Return the lines of the data below in which the string "node" occurs.
━━ Task input
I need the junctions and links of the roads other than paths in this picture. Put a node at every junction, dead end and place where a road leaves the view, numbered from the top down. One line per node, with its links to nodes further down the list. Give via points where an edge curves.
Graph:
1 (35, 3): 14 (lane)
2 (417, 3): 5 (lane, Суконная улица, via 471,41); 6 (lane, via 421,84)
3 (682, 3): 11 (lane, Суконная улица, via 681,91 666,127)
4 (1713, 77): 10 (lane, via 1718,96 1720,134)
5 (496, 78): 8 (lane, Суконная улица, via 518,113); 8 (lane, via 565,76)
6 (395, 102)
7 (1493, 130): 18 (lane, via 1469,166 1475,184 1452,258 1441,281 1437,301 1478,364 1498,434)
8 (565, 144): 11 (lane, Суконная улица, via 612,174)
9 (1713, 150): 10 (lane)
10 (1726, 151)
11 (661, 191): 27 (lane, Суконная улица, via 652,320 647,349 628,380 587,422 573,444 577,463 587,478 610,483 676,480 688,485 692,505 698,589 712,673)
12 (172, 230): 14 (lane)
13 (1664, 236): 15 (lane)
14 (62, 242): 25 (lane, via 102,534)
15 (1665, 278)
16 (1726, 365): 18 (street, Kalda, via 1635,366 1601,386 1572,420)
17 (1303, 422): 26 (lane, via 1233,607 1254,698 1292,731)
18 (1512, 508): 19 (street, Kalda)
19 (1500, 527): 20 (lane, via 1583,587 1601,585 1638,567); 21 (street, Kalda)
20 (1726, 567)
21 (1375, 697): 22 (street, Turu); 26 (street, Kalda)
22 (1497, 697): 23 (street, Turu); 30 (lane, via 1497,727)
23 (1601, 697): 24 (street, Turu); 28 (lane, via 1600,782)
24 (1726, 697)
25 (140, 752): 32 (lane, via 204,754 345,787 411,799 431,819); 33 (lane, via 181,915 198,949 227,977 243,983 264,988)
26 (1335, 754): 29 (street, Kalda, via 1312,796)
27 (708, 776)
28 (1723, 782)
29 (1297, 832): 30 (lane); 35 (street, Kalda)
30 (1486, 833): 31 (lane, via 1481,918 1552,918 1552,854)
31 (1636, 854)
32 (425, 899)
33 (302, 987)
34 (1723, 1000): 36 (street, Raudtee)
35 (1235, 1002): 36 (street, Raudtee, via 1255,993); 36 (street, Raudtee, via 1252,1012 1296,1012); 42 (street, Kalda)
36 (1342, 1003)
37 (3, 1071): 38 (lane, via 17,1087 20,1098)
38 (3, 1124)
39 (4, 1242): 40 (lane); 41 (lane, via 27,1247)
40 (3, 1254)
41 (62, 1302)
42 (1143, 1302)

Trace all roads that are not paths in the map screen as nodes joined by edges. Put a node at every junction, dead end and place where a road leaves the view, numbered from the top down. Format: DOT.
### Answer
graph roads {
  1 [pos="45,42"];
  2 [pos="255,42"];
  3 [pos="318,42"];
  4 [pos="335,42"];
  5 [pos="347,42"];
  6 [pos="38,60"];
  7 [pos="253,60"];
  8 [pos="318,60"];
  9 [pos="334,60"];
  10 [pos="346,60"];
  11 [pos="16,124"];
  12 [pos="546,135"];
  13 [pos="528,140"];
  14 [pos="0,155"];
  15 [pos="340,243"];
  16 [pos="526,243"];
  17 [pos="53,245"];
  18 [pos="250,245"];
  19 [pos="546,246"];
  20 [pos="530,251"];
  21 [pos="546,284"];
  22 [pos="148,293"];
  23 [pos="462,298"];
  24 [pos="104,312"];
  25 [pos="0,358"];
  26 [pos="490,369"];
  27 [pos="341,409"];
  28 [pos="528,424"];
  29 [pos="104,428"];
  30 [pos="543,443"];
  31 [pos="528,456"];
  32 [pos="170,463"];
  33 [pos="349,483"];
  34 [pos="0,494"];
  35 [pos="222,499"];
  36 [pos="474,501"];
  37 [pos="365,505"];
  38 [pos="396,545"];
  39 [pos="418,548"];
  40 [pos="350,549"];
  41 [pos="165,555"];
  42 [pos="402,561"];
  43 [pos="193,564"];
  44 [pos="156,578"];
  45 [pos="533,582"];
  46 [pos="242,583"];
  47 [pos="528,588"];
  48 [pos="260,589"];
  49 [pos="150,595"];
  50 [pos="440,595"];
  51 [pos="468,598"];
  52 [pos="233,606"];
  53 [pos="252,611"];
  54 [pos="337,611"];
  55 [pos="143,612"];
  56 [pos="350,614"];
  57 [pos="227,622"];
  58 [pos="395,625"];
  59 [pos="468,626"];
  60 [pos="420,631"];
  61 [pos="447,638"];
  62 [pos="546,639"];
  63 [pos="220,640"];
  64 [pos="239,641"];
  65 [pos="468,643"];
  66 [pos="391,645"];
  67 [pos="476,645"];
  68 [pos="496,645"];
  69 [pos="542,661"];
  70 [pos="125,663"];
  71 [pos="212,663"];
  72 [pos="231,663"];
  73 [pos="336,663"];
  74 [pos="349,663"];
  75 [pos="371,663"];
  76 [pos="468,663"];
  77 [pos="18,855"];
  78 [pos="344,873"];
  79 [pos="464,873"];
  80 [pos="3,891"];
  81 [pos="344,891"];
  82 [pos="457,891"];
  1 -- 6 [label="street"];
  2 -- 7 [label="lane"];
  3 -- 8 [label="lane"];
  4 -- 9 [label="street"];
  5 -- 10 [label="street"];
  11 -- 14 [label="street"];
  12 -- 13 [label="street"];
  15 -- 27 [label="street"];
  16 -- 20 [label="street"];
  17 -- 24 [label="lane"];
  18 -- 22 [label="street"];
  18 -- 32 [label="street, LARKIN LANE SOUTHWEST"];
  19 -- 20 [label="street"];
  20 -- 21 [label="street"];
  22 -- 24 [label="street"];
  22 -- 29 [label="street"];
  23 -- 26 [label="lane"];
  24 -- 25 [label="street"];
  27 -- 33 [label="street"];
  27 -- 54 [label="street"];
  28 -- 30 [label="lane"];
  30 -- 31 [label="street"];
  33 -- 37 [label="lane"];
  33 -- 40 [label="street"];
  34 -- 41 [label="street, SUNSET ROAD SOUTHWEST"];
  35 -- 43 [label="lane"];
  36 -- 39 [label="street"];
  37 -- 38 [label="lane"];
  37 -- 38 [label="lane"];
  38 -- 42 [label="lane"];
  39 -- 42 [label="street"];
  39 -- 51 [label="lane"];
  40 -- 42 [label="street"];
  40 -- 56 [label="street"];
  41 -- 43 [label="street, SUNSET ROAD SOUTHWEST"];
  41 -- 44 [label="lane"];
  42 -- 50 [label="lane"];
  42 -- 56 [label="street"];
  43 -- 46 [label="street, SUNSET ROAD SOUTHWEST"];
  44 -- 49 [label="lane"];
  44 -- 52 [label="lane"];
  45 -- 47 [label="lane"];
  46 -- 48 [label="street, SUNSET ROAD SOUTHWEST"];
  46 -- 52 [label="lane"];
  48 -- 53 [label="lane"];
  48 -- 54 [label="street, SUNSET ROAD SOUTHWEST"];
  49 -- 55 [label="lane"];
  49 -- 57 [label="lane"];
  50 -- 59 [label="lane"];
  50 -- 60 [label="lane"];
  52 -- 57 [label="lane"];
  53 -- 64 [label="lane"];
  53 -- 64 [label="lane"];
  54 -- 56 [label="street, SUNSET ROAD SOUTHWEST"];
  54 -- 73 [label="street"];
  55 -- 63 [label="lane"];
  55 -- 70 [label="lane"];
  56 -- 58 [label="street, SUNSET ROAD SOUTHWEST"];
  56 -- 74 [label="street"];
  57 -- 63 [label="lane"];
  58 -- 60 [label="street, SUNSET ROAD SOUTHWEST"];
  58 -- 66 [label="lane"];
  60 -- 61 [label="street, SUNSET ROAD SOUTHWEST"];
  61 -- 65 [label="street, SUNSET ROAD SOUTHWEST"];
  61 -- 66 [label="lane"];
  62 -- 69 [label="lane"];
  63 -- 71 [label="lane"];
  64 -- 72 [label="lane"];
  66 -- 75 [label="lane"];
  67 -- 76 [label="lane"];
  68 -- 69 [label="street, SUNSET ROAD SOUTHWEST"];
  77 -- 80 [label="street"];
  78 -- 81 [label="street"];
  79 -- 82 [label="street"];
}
━━━━
**Answer to this exercise**
I need the junctions and links of the roads other than paths in this picture. Put a node at every junction, dead end and place where a road leaves the view, numbered from the top down. One line per node, with its links to nodes further down the list. Give via points where an edge curves.
Trace all roads that are not paths in the map screen as nodes joined by edges. Put a node at every junction, dead end and place where a road leaves the view, numbered from the top down. Format: DOT.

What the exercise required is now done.